::: Data extracts
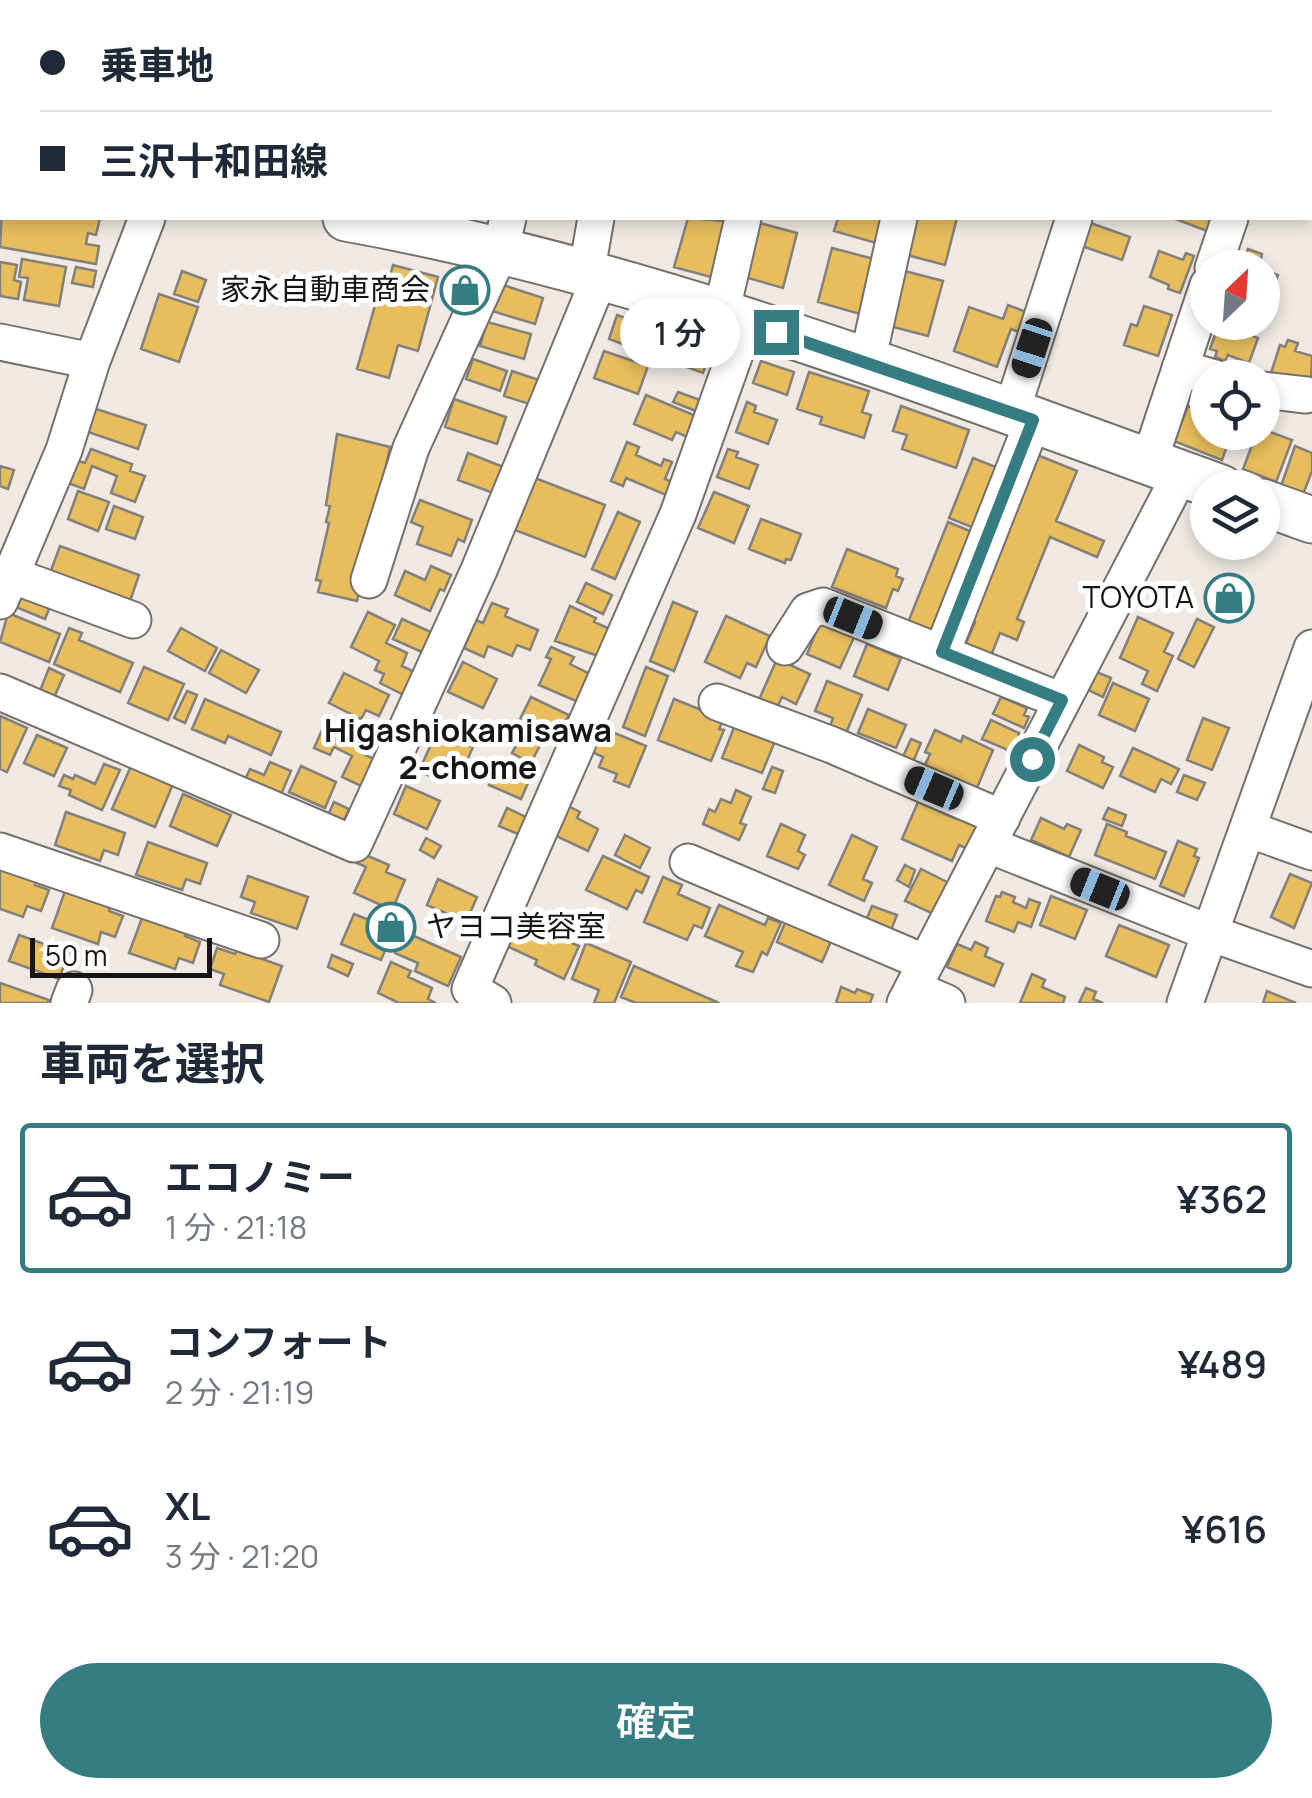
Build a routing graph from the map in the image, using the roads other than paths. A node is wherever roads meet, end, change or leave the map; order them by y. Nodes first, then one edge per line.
1 (146, 220) edge
2 (366, 220) edge
3 (596, 220) edge
4 (743, 220) edge
5 (899, 220) edge
6 (1073, 220) edge
7 (1229, 220) edge
8 (504, 234) edge
9 (1220, 250) edge
10 (593, 277) junction
11 (734, 318) junction
12 (1190, 338) edge
13 (0, 342) edge
14 (92, 362) junction
15 (866, 362) junction
16 (1180, 368) junction
17 (1190, 371) edge
18 (1280, 392) edge
19 (1306, 395) dead end
20 (1022, 417) junction
21 (1184, 474) edge
22 (1280, 508) edge
23 (1312, 520) edge
24 (369, 580) dead end
25 (4, 585) edge
26 (133, 620) dead end
27 (785, 647) dead end
28 (1312, 648) edge
29 (942, 652) junction
30 (0, 692) edge
31 (1062, 700) junction
32 (717, 702) dead end
33 (1248, 828) junction
34 (995, 831) junction
35 (0, 851) edge
36 (1312, 852) edge
37 (688, 862) dead end
38 (1210, 933) junction
39 (261, 940) dead end
40 (1312, 969) edge
41 (915, 985) edge
42 (493, 1003) edge
43 (947, 1003) edge
44 (1185, 1003) edge

1 - 14 street
2 - 8 main road
3 - 10 street
4 - 11 street
5 - 15 street
6 - 20 street
7 - 9 street
8 - 10 main road
8 - 24 street
10 - 11 main road
10 - 30 street
11 - 15 main road
11 - 42 street
12 - 16 street
13 - 14 street
14 - 25 street
15 - 20 main road
16 - 17 street
16 - 21 street
18 - 19 street
20 - 21 main road
20 - 29 street
21 - 31 street
22 - 23 main road
25 - 26 street
27 - 29 street
28 - 33 street
29 - 31 street
31 - 34 street
32 - 34 street
33 - 36 street
33 - 38 street
34 - 38 street
34 - 41 street
35 - 39 street
37 - 41 street
38 - 40 street
38 - 44 street
41 - 43 street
::::::
* _Exercise objective_: Repeat all of the material above exactly, leaving out pictures.

* _Result of the task_:
Build a routing graph from the map in the image, using the roads other than paths. A node is wherever roads meet, end, change or leave the map; order them by y. Nodes first, then one edge per line.
1 (146, 220) edge
2 (366, 220) edge
3 (596, 220) edge
4 (743, 220) edge
5 (899, 220) edge
6 (1073, 220) edge
7 (1229, 220) edge
8 (504, 234) edge
9 (1220, 250) edge
10 (593, 277) junction
11 (734, 318) junction
12 (1190, 338) edge
13 (0, 342) edge
14 (92, 362) junction
15 (866, 362) junction
16 (1180, 368) junction
17 (1190, 371) edge
18 (1280, 392) edge
19 (1306, 395) dead end
20 (1022, 417) junction
21 (1184, 474) edge
22 (1280, 508) edge
23 (1312, 520) edge
24 (369, 580) dead end
25 (4, 585) edge
26 (133, 620) dead end
27 (785, 647) dead end
28 (1312, 648) edge
29 (942, 652) junction
30 (0, 692) edge
31 (1062, 700) junction
32 (717, 702) dead end
33 (1248, 828) junction
34 (995, 831) junction
35 (0, 851) edge
36 (1312, 852) edge
37 (688, 862) dead end
38 (1210, 933) junction
39 (261, 940) dead end
40 (1312, 969) edge
41 (915, 985) edge
42 (493, 1003) edge
43 (947, 1003) edge
44 (1185, 1003) edge

1 - 14 street
2 - 8 main road
3 - 10 street
4 - 11 street
5 - 15 street
6 - 20 street
7 - 9 street
8 - 10 main road
8 - 24 street
10 - 11 main road
10 - 30 street
11 - 15 main road
11 - 42 street
12 - 16 street
13 - 14 street
14 - 25 street
15 - 20 main road
16 - 17 street
16 - 21 street
18 - 19 street
20 - 21 main road
20 - 29 street
21 - 31 street
22 - 23 main road
25 - 26 street
27 - 29 street
28 - 33 street
29 - 31 street
31 - 34 street
32 - 34 street
33 - 36 street
33 - 38 street
34 - 38 street
34 - 41 street
35 - 39 street
37 - 41 street
38 - 40 street
38 - 44 street
41 - 43 street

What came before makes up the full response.